Imprimindo as 5 primeiras linhas da coleção RDD transformada...


[('subaru', '69'),
 ('chevrolet', '48'),
 ('mazda', '68'),
 ('toyota', '62'),
 ('mitsubishi', '68')]

#### Mapeando os valores para cada uma das linhas da RDD...

In [52]:
#carRDD3 = carRDD2.map(lambda x : (x[0], (x[1], 1))) # mapeando os valores de uma forma mais "elegante"...
carRDD3 = carRDD2.mapValues(lambda x : (x, 1))
carRDD3.take(5)

[('subaru', ('69', 1)),
 ('chevrolet', ('48', 1)),
 ('mazda', ('68', 1)),
 ('toyota', ('62', 1)),
 ('mitsubishi', ('68', 1))]

#### Fazendo uma redução por CHAVE...

In [56]:
carRDD4 = carRDD3.reduceByKey( lambda value_1, value_2 : ( int(value_1[0]) + int(value_2[0]), int(value_1[1]) + int(value_2[1]) ) )
carRDD4.take(10)

[('chevrolet', (188, 3)),
 ('mazda', (1390, 16)),
 ('mitsubishi', (1353, 13)),
 ('nissan', (1846, 18)),
 ('dodge', (675, 8)),
 ('plymouth', (607, 7)),
 ('saab', (760, 6)),
 ('volvo', (1408, 11)),
 ('alfa-romero', (376, 3)),
 ('mercedes-benz', (1170, 8))]

#### Finalmente fazendo a média de HP por marca de carro...

In [71]:
carRDD4.mapValues( lambda x : round ( ( float(x[0])/float(x[1]) ), 2 ) ).collect()

[('chevrolet', 62.67),
 ('mazda', 86.88),
 ('mitsubishi', 104.08),
 ('nissan', 102.56),
 ('dodge', 84.38),
 ('plymouth', 86.71),
 ('saab', 126.67),
 ('volvo', 128.0),
 ('alfa-romero', 125.33),
 ('mercedes-benz', 146.25),
 ('jaguar', 204.67),
 ('subaru', 86.25),
 ('toyota', 92.78),
 ('honda', 80.23),
 ('isuzu', 84.0),
 ('volkswagen', 81.08),
 ('peugot', 99.82),
 ('audi', 114.5),
 ('bmw', 138.88),
 ('mercury', 175.0),
 ('porsche', 191.0)]

#### Acumulators Broadcast

Seguindo o padrão do Apache, toda e qualquer tarefa é enviada para todos os nodos do cluster. Esses então processam as tarefas considerando as variáveis como locais a cada nodo, ou seja, agem de forma independente.
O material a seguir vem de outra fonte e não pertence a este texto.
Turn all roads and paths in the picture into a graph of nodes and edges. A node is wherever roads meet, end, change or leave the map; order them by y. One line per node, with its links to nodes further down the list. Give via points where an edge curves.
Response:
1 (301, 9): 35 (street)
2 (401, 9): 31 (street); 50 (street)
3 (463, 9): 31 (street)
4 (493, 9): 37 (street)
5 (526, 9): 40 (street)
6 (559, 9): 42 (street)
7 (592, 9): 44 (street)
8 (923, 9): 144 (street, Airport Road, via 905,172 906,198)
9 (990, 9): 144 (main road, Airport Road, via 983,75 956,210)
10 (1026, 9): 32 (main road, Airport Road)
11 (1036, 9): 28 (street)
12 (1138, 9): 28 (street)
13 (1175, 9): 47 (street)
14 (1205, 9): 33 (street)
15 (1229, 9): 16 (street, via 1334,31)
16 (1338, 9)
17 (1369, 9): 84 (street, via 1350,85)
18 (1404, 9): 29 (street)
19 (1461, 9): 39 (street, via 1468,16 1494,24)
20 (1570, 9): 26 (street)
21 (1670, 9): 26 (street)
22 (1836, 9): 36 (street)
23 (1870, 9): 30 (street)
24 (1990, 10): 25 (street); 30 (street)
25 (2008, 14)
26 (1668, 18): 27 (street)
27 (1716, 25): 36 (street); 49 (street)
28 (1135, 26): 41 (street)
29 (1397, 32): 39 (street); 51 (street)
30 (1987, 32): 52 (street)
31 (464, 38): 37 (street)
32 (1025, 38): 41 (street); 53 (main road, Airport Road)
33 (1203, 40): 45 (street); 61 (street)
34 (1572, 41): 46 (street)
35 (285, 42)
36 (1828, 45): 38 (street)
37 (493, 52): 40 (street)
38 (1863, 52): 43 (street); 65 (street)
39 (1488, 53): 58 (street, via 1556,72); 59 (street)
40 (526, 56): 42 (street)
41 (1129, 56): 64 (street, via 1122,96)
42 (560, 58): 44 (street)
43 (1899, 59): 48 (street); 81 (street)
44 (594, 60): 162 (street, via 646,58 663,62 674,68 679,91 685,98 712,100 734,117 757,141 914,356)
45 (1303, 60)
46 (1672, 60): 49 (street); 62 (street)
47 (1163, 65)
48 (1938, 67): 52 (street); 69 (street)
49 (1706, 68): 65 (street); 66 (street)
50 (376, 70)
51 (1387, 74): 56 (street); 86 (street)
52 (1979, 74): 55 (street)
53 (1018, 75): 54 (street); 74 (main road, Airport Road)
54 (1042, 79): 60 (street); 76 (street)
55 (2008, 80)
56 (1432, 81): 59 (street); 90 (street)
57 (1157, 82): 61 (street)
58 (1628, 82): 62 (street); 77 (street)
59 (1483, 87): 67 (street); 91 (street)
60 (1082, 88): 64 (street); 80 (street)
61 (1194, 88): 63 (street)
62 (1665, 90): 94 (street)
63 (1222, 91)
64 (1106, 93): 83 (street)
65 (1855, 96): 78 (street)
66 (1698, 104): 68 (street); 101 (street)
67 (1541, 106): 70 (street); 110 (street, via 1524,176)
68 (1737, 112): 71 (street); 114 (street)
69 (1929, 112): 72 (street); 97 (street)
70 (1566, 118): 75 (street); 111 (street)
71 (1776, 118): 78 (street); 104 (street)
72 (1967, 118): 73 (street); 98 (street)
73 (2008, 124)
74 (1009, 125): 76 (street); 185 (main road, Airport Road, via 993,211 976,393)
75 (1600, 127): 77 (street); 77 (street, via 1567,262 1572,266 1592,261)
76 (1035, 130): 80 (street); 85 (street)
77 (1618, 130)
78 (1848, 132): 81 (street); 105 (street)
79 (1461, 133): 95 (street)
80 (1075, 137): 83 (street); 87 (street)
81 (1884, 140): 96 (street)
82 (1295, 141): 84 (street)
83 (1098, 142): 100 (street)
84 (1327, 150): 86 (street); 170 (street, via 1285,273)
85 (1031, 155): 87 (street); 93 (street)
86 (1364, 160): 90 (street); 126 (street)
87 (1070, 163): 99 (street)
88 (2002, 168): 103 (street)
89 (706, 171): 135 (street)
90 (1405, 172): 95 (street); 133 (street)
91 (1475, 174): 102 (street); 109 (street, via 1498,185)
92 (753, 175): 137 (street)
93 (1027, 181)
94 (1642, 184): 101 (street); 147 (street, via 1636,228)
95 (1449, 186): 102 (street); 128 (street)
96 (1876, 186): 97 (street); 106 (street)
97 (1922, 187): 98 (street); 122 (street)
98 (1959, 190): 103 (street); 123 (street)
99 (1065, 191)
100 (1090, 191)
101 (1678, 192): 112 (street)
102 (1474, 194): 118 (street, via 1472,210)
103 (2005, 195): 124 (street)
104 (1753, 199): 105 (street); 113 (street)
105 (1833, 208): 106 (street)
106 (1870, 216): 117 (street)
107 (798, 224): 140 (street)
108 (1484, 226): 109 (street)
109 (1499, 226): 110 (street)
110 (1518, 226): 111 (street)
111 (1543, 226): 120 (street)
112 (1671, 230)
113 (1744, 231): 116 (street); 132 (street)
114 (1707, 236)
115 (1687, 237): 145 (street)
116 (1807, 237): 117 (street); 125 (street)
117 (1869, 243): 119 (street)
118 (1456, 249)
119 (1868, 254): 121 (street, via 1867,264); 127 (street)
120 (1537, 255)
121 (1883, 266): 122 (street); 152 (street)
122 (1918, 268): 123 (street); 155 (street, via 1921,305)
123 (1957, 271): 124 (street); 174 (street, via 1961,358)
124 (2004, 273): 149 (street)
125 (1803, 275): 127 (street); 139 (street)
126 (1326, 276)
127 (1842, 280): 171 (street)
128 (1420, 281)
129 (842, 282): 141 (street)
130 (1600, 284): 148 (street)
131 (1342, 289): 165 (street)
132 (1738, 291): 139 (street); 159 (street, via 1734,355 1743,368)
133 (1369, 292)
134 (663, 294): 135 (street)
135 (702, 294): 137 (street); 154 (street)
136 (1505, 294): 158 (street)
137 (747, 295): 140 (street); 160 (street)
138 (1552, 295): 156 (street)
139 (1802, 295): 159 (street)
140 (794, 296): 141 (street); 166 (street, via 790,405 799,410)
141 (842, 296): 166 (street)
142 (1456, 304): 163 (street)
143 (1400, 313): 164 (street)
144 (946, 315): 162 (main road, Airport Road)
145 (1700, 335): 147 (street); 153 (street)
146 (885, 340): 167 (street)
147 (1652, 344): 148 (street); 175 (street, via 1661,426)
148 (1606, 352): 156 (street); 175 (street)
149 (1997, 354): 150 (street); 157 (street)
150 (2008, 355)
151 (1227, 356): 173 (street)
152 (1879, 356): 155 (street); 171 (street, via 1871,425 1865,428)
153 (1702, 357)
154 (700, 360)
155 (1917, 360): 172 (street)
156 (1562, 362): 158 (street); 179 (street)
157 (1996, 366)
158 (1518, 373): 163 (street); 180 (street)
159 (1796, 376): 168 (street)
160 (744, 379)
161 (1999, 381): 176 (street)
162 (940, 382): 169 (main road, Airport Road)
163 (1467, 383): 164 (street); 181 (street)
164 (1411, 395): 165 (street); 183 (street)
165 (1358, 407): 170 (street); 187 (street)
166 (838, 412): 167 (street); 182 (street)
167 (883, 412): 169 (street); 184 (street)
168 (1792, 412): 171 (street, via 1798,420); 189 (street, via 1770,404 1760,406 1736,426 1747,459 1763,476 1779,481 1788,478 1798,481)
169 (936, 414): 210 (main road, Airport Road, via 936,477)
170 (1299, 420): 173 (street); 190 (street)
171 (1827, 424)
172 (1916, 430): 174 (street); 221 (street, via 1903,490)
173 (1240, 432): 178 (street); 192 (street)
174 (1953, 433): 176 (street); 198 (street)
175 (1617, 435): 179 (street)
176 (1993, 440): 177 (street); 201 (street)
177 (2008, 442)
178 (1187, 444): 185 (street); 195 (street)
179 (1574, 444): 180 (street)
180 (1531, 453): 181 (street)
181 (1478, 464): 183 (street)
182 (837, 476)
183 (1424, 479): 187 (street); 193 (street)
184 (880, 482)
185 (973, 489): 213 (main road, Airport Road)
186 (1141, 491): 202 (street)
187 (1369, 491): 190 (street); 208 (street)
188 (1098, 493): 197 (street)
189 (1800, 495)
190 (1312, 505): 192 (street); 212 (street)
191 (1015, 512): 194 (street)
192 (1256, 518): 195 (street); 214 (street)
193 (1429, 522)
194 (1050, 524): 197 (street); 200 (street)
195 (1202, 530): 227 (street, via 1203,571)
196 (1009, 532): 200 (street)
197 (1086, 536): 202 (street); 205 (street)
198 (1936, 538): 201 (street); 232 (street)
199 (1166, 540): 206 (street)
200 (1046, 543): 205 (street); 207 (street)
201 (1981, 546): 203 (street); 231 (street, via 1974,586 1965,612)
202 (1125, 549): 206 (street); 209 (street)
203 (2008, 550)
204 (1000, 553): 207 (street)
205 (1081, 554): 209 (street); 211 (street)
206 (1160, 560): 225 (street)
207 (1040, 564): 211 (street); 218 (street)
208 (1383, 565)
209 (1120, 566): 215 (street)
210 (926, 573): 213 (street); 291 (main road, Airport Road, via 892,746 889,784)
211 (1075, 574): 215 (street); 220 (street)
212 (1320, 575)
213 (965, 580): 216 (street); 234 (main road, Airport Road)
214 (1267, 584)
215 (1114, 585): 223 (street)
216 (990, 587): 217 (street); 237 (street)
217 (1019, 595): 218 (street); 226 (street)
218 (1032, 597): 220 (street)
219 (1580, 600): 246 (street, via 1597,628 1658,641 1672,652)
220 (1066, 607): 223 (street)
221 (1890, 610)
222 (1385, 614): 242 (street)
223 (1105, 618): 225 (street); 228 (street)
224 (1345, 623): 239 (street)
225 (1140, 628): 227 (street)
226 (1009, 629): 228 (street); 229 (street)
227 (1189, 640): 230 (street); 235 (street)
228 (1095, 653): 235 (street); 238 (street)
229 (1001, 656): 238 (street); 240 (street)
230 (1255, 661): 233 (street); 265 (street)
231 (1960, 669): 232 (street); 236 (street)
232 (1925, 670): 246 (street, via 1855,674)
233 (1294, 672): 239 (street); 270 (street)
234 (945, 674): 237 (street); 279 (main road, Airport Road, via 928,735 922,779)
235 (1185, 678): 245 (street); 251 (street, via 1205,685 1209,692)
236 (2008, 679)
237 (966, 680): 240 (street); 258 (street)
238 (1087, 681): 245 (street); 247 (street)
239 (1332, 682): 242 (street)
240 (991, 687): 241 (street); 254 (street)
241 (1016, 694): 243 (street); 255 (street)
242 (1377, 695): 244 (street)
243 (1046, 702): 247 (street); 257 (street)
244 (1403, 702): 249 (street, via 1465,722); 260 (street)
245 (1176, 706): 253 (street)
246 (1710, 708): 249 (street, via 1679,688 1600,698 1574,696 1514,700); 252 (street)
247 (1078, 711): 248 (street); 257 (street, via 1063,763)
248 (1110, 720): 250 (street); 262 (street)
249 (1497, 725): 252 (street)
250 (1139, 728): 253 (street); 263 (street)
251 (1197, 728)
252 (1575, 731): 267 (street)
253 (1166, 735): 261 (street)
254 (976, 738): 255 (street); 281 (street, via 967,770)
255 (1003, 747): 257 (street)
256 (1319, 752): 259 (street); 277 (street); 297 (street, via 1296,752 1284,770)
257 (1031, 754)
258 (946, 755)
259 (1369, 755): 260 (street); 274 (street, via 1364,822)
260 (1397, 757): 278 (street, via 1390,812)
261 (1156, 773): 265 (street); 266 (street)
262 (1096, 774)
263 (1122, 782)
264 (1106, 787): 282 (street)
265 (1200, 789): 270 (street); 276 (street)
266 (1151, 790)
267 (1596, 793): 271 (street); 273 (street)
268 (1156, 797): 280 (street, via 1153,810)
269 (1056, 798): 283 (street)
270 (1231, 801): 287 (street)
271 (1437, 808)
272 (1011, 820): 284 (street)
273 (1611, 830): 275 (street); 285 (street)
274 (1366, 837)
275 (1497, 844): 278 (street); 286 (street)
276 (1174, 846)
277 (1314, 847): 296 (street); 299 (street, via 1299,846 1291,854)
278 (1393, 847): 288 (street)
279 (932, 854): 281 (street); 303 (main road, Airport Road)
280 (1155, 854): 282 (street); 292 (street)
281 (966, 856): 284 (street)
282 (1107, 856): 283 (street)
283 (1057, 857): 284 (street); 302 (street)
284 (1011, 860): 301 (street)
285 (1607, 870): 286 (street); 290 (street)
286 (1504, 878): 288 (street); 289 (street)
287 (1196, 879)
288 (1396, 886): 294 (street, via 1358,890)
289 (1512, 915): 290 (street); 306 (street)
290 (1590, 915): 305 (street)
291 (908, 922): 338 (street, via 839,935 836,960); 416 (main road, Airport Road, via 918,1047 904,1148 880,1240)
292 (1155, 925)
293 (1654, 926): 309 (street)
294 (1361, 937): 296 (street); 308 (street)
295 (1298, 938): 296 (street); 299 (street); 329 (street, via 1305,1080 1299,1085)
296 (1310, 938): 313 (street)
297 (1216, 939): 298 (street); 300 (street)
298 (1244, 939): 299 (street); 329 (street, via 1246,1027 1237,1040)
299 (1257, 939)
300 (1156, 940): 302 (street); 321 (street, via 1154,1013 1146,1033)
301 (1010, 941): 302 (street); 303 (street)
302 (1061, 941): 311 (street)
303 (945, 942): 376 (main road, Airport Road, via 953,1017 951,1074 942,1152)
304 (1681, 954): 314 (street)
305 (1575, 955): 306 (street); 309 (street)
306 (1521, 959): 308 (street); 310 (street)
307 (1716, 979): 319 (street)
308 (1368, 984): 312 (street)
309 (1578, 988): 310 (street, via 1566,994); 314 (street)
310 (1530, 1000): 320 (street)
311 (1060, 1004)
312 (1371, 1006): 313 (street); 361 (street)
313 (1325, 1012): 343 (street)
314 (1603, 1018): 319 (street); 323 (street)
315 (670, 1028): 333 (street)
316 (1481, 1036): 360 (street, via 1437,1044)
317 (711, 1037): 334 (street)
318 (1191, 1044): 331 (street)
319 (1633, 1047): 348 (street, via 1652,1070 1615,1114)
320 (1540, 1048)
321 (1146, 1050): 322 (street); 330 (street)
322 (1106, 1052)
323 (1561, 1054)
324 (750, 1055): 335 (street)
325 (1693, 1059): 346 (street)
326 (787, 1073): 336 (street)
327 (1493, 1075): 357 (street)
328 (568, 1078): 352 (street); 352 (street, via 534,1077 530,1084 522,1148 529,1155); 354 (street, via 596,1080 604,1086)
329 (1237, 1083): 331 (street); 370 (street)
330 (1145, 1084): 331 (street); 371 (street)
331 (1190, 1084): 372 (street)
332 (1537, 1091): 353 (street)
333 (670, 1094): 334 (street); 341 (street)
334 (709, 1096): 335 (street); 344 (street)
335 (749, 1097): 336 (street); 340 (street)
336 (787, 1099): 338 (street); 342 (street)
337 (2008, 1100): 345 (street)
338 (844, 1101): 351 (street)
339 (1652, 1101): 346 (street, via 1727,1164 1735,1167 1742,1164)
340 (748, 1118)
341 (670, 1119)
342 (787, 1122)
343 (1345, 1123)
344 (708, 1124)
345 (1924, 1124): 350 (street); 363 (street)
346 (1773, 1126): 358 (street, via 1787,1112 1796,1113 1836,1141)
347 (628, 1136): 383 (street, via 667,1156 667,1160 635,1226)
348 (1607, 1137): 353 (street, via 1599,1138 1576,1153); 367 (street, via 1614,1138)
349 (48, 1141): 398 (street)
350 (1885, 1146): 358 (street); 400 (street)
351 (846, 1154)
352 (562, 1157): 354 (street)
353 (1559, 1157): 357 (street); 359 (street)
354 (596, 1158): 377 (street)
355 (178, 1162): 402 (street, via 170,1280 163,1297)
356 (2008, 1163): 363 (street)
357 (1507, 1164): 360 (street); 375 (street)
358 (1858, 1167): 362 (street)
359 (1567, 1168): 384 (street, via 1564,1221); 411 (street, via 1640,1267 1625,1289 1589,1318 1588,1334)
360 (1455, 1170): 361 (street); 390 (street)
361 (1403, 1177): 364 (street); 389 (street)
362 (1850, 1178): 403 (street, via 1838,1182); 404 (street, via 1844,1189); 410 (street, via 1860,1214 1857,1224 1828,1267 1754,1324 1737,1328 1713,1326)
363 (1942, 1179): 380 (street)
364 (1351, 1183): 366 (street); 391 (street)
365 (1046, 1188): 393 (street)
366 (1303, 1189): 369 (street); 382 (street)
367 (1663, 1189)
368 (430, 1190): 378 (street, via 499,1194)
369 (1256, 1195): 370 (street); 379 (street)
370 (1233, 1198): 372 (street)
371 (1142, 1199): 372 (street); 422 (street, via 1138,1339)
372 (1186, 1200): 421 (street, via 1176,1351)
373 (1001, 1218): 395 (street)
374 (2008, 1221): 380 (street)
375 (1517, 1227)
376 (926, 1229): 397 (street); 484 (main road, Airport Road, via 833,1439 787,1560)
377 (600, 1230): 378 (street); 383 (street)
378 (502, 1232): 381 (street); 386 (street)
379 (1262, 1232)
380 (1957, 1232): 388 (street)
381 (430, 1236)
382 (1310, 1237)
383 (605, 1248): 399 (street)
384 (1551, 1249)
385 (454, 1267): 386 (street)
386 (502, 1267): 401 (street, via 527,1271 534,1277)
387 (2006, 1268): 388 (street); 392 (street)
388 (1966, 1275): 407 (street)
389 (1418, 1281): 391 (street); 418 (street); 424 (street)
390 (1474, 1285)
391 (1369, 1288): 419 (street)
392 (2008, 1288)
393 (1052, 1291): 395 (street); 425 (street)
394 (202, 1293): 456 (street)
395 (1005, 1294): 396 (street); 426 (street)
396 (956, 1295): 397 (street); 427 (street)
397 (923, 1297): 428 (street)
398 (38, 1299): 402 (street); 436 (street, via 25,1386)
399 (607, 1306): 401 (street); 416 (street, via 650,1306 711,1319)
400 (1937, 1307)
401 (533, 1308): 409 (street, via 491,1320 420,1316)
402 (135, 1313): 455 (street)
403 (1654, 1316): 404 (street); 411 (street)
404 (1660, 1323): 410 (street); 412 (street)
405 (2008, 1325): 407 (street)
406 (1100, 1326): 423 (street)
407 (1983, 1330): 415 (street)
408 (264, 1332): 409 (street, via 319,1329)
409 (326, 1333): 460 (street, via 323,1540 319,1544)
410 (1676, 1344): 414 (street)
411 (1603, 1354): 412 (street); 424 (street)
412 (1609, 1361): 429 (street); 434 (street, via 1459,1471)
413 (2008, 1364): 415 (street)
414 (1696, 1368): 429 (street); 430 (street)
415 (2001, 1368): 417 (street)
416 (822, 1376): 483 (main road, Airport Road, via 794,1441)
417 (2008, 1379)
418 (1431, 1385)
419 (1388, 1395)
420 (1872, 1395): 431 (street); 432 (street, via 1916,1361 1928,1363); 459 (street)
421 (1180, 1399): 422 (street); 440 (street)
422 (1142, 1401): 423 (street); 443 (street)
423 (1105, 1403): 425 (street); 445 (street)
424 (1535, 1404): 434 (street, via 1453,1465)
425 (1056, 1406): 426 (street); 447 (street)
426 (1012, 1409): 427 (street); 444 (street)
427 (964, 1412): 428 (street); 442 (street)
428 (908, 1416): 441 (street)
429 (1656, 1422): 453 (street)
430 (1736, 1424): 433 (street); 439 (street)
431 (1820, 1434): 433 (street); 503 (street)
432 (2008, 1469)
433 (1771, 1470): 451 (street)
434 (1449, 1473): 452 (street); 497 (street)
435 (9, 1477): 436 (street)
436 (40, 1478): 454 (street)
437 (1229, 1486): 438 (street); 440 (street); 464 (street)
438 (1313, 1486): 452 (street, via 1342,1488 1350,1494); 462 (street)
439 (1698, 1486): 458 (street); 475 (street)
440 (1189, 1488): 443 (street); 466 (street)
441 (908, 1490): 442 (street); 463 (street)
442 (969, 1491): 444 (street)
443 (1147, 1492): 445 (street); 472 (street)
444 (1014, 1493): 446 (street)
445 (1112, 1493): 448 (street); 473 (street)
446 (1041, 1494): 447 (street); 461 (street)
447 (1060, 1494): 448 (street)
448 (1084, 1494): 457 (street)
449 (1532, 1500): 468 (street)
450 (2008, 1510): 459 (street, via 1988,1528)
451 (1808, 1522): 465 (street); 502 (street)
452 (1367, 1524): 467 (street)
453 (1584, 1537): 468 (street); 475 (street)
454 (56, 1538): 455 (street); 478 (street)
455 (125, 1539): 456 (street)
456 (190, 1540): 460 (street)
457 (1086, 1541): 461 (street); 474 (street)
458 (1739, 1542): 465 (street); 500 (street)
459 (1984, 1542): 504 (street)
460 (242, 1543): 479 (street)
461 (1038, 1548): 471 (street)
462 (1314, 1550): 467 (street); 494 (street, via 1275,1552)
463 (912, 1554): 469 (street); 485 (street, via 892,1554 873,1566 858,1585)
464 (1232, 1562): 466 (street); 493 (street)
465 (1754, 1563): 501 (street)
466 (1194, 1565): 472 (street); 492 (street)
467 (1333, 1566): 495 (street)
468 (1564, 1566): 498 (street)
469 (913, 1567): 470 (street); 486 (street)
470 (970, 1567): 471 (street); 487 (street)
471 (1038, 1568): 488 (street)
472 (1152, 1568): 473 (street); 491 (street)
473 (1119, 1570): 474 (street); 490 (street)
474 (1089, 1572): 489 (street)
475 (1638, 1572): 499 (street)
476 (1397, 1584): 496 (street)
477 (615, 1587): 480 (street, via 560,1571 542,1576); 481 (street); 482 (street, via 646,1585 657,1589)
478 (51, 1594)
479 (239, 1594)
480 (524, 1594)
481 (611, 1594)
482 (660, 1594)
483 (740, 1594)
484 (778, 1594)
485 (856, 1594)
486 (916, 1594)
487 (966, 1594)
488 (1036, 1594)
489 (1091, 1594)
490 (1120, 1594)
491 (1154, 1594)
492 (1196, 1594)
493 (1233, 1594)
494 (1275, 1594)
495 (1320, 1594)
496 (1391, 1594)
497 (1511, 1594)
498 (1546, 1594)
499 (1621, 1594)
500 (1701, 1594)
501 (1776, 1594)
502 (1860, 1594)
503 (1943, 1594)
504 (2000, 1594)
Quando se necessita que uma variável criada seja manipulada de forma ÚNICA em todo o cluster, usa-se:

- ACUMULATORS -> todos os nodos do cluster recebem o(s) valor(s) da variável criada, porém pode ser atualizada em cada node do cluster (ReadAndWrite).

- BROADCAST -> todos os nodos do cluster recebem o(s) valor(s) da variável criada, que para manter a integridade, é read-only.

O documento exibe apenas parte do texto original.